Ich halte dies für sehr unwahrscheinlich und glaube, dass es sich eher um neuzeitliche Salinen handelt, zumal in diesem Bericht ja kaum harte Fakten genannt werden.

 
Zuletzt bearbeitet:
Das ist jetzt nun wirklich nichts Neues, nämlich aus dem Frühjahr 2012, aus der Tageszeitung Diario de Avisos, über die römischen Funde auf der Fuerteventura vorgelagerten Insel Isla de Los Lobos.


  • Schön ist die Begeisterung, den Schlüssel für die Besiedelung der kanarischen Inseln gefunden zu haben.
  • Interessant ist auch die Einordnung in den Kontext der nautischen und wirtschaftlichen Erschließung des Mittelmeerraums von Ost nach West, und der atlantischen Küste von Mogador bis Cádiz.
  • Und dies nicht nur als römische Erschließung, sondern in Kontinuität zu phönizischen, griechischen und autochthonen Seefahrern.
  • Interessant ist auch, dass die Produktion von Garum und die Herstellung von Purpur Parallelen haben.
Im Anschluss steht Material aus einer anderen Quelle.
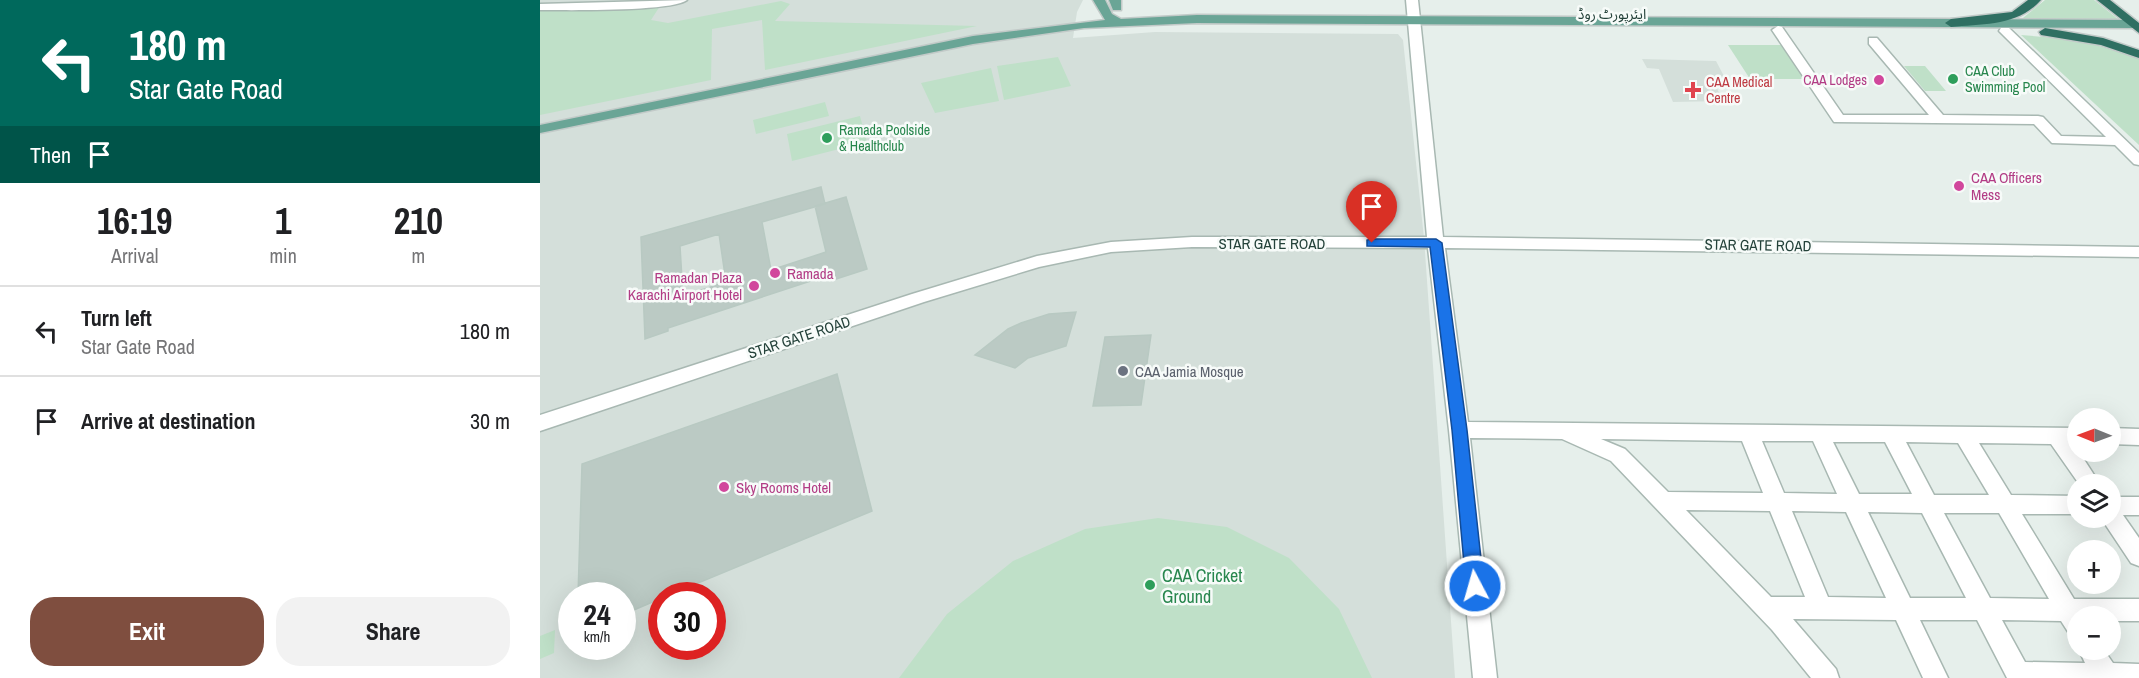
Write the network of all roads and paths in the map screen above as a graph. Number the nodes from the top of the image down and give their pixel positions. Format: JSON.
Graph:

Eine schlüssige Interpretation. Und mich wundert, dass ich damals im Jahr 2012 nichts davon mitbekommen habe, ich hatte wohl eher auf die Mollusken auf meinem Teller geachtet.
 
Zuletzt bearbeitet:
Ein Nachtrag zur 9. Grabungskampagne der römischen Purpurmanufaktur auf der Insel Isla de Los Lobos vor Fuerteventura:

Fazit:
  • Bislang nichts wirklich Neues
  • Aber im LIDAR neue Flächen die als fertíl = fruchtbar bezeichnet werden, was zwar möglich ist, da die Inseln früher mehr landwirtschaftlich extensiv nutzbare Flächen hatten. Gemeint ist aber wohl fertíl = ergiebig im Sinne von archäologisch lohnender Prospektion.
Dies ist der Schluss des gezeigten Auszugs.